Prompt »
All entries need to be written out verbatim, with pictures omitted.
*** Opening Available data ***
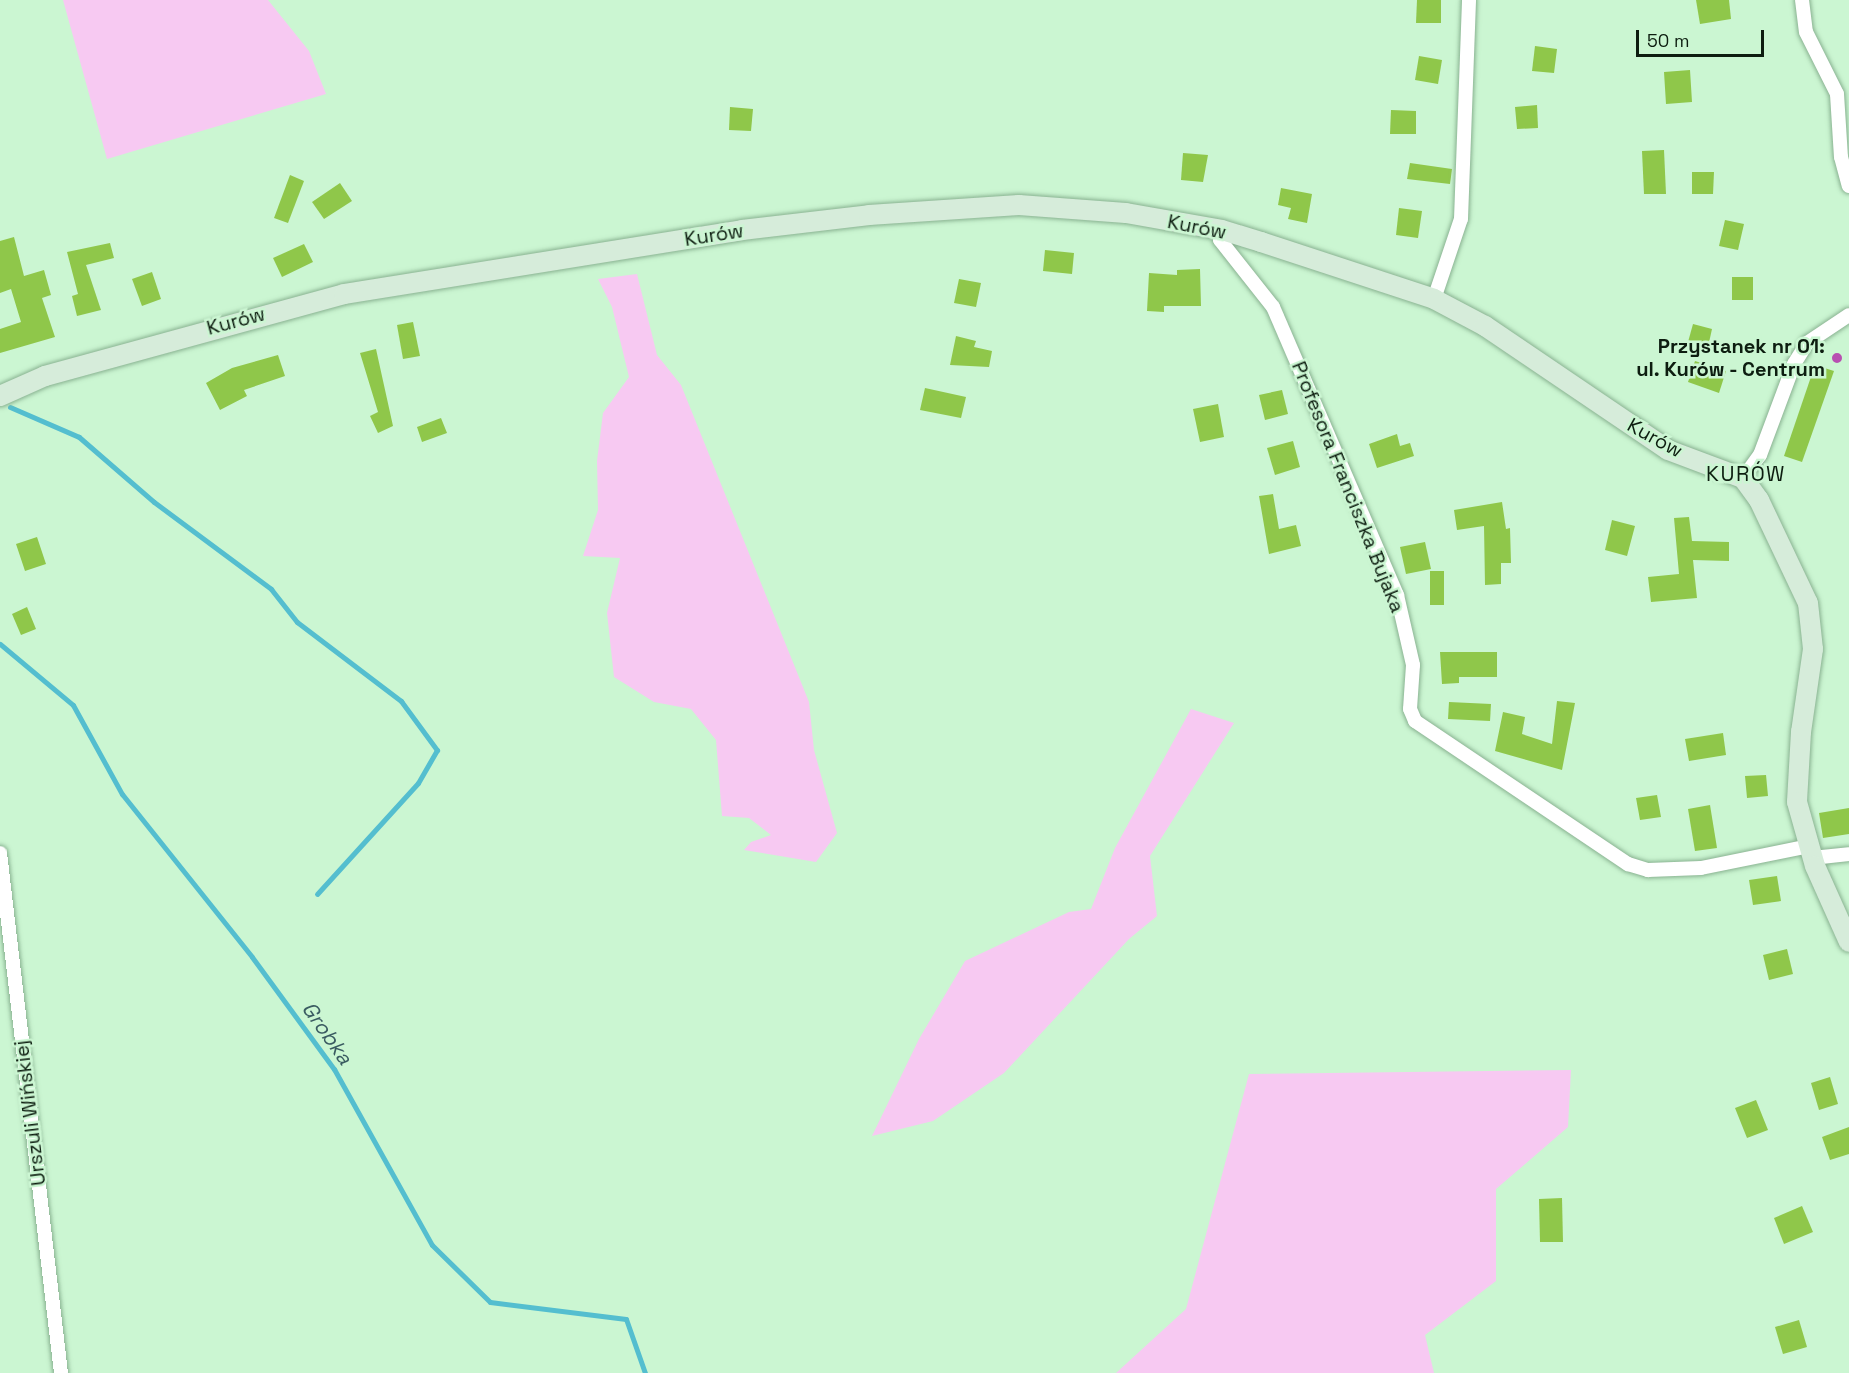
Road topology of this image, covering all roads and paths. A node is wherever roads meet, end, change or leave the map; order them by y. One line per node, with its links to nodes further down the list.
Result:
1 (1469, 0): 5 (street)
2 (1802, 0): 3 (street)
3 (1849, 186)
4 (1222, 230): 5 (street, Kurów); 7 (street, Kurów); 9 (street, Profesora Franciszka Bujaka)
5 (1434, 299): 8 (street, Kurów)
6 (1849, 315): 8 (street)
7 (0, 396)
8 (1743, 478): 9 (street)
9 (1811, 852): 11 (street, Profesora Franciszka Bujaka); 12 (street)
10 (0, 853): 13 (street, Urszuli Wińskiej)
11 (1849, 854)
12 (1849, 942)
13 (61, 1373)

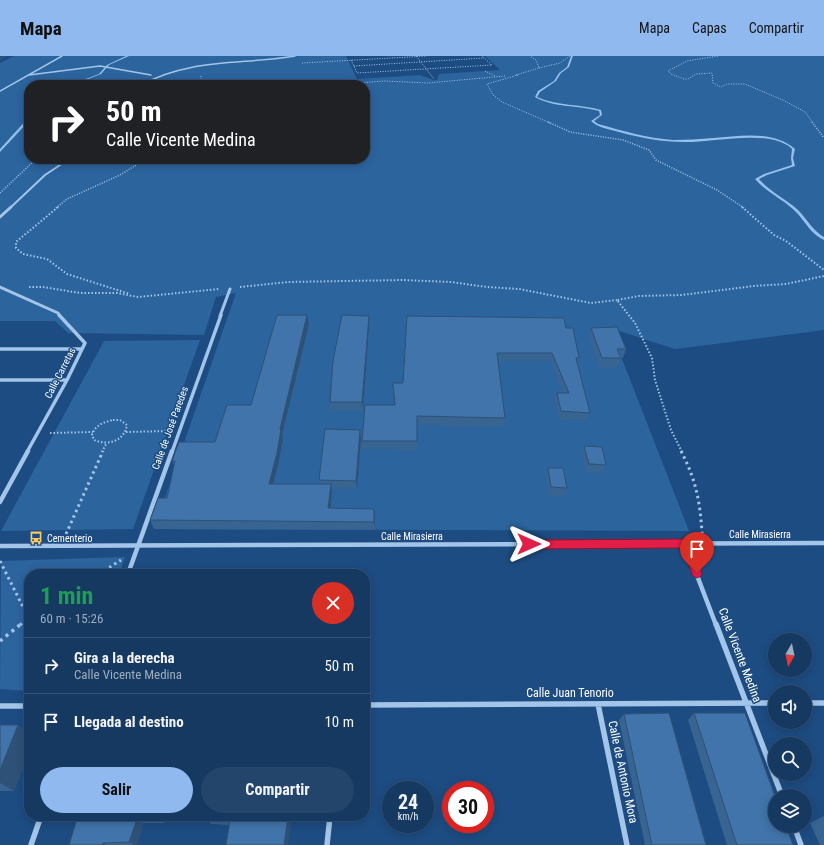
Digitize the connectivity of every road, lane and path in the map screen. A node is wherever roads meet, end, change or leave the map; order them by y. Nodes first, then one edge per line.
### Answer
*** Closing Available data ***
Answer to this task »
Road topology of this image, covering all roads and paths. A node is wherever roads meet, end, change or leave the map; order them by y. One line per node, with its links to nodes further down the list.
Result:
1 (1469, 0): 5 (street)
2 (1802, 0): 3 (street)
3 (1849, 186)
4 (1222, 230): 5 (street, Kurów); 7 (street, Kurów); 9 (street, Profesora Franciszka Bujaka)
5 (1434, 299): 8 (street, Kurów)
6 (1849, 315): 8 (street)
7 (0, 396)
8 (1743, 478): 9 (street)
9 (1811, 852): 11 (street, Profesora Franciszka Bujaka); 12 (street)
10 (0, 853): 13 (street, Urszuli Wińskiej)
11 (1849, 854)
12 (1849, 942)
13 (61, 1373)

Digitize the connectivity of every road, lane and path in the map screen. A node is wherever roads meet, end, change or leave the map; order them by y. Nodes first, then one edge per line.
### Answer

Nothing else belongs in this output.